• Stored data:
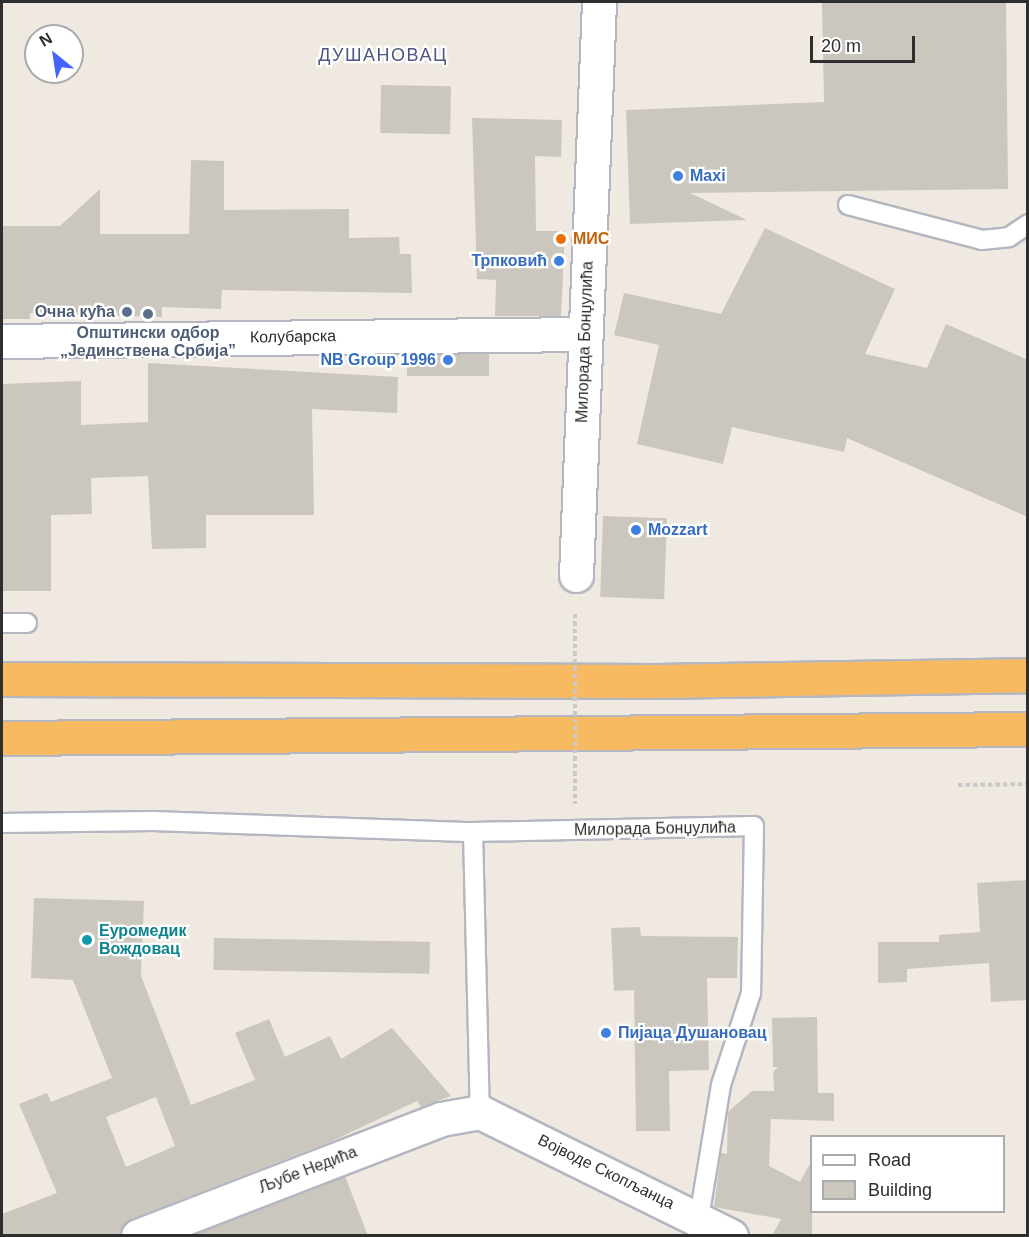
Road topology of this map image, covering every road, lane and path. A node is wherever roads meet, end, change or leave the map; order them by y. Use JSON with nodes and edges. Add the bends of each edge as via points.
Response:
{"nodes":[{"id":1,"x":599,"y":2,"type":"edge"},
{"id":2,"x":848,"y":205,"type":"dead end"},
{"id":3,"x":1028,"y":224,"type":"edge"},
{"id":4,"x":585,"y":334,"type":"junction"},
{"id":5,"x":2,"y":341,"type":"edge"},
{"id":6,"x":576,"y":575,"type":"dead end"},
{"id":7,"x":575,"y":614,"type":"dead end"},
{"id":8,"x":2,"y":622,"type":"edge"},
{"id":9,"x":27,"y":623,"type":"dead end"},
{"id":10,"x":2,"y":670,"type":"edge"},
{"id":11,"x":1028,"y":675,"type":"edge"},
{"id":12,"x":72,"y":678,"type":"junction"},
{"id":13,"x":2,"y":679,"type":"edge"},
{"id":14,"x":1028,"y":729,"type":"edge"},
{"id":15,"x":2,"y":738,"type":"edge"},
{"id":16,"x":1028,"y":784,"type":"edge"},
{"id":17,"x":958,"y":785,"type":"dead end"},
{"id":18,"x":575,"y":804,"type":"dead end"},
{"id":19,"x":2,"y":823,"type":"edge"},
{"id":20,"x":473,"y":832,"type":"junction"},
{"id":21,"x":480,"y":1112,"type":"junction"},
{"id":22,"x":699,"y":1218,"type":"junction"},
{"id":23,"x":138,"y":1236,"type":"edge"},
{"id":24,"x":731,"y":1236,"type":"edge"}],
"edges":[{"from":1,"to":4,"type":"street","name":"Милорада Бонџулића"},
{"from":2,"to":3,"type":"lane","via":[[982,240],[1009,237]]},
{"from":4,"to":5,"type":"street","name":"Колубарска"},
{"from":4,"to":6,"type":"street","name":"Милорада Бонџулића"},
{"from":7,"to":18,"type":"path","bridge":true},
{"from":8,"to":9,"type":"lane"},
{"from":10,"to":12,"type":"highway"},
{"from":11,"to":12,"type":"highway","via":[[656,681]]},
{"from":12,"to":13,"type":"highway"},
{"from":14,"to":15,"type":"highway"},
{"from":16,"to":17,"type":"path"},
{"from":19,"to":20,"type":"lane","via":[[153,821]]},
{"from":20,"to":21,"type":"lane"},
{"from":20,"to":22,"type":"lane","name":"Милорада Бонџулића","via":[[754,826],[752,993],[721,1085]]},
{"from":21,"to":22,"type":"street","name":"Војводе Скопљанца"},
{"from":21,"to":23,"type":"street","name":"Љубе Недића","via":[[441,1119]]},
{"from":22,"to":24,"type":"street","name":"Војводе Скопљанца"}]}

• Exercise requirements: Every line of the data above should be repeated exactly. Omit the pictures.

• Your response:
Road topology of this map image, covering every road, lane and path. A node is wherever roads meet, end, change or leave the map; order them by y. Use JSON with nodes and edges. Add the bends of each edge as via points.
Response:
{"nodes":[{"id":1,"x":599,"y":2,"type":"edge"},
{"id":2,"x":848,"y":205,"type":"dead end"},
{"id":3,"x":1028,"y":224,"type":"edge"},
{"id":4,"x":585,"y":334,"type":"junction"},
{"id":5,"x":2,"y":341,"type":"edge"},
{"id":6,"x":576,"y":575,"type":"dead end"},
{"id":7,"x":575,"y":614,"type":"dead end"},
{"id":8,"x":2,"y":622,"type":"edge"},
{"id":9,"x":27,"y":623,"type":"dead end"},
{"id":10,"x":2,"y":670,"type":"edge"},
{"id":11,"x":1028,"y":675,"type":"edge"},
{"id":12,"x":72,"y":678,"type":"junction"},
{"id":13,"x":2,"y":679,"type":"edge"},
{"id":14,"x":1028,"y":729,"type":"edge"},
{"id":15,"x":2,"y":738,"type":"edge"},
{"id":16,"x":1028,"y":784,"type":"edge"},
{"id":17,"x":958,"y":785,"type":"dead end"},
{"id":18,"x":575,"y":804,"type":"dead end"},
{"id":19,"x":2,"y":823,"type":"edge"},
{"id":20,"x":473,"y":832,"type":"junction"},
{"id":21,"x":480,"y":1112,"type":"junction"},
{"id":22,"x":699,"y":1218,"type":"junction"},
{"id":23,"x":138,"y":1236,"type":"edge"},
{"id":24,"x":731,"y":1236,"type":"edge"}],
"edges":[{"from":1,"to":4,"type":"street","name":"Милорада Бонџулића"},
{"from":2,"to":3,"type":"lane","via":[[982,240],[1009,237]]},
{"from":4,"to":5,"type":"street","name":"Колубарска"},
{"from":4,"to":6,"type":"street","name":"Милорада Бонџулића"},
{"from":7,"to":18,"type":"path","bridge":true},
{"from":8,"to":9,"type":"lane"},
{"from":10,"to":12,"type":"highway"},
{"from":11,"to":12,"type":"highway","via":[[656,681]]},
{"from":12,"to":13,"type":"highway"},
{"from":14,"to":15,"type":"highway"},
{"from":16,"to":17,"type":"path"},
{"from":19,"to":20,"type":"lane","via":[[153,821]]},
{"from":20,"to":21,"type":"lane"},
{"from":20,"to":22,"type":"lane","name":"Милорада Бонџулића","via":[[754,826],[752,993],[721,1085]]},
{"from":21,"to":22,"type":"street","name":"Војводе Скопљанца"},
{"from":21,"to":23,"type":"street","name":"Љубе Недића","via":[[441,1119]]},
{"from":22,"to":24,"type":"street","name":"Војводе Скопљанца"}]}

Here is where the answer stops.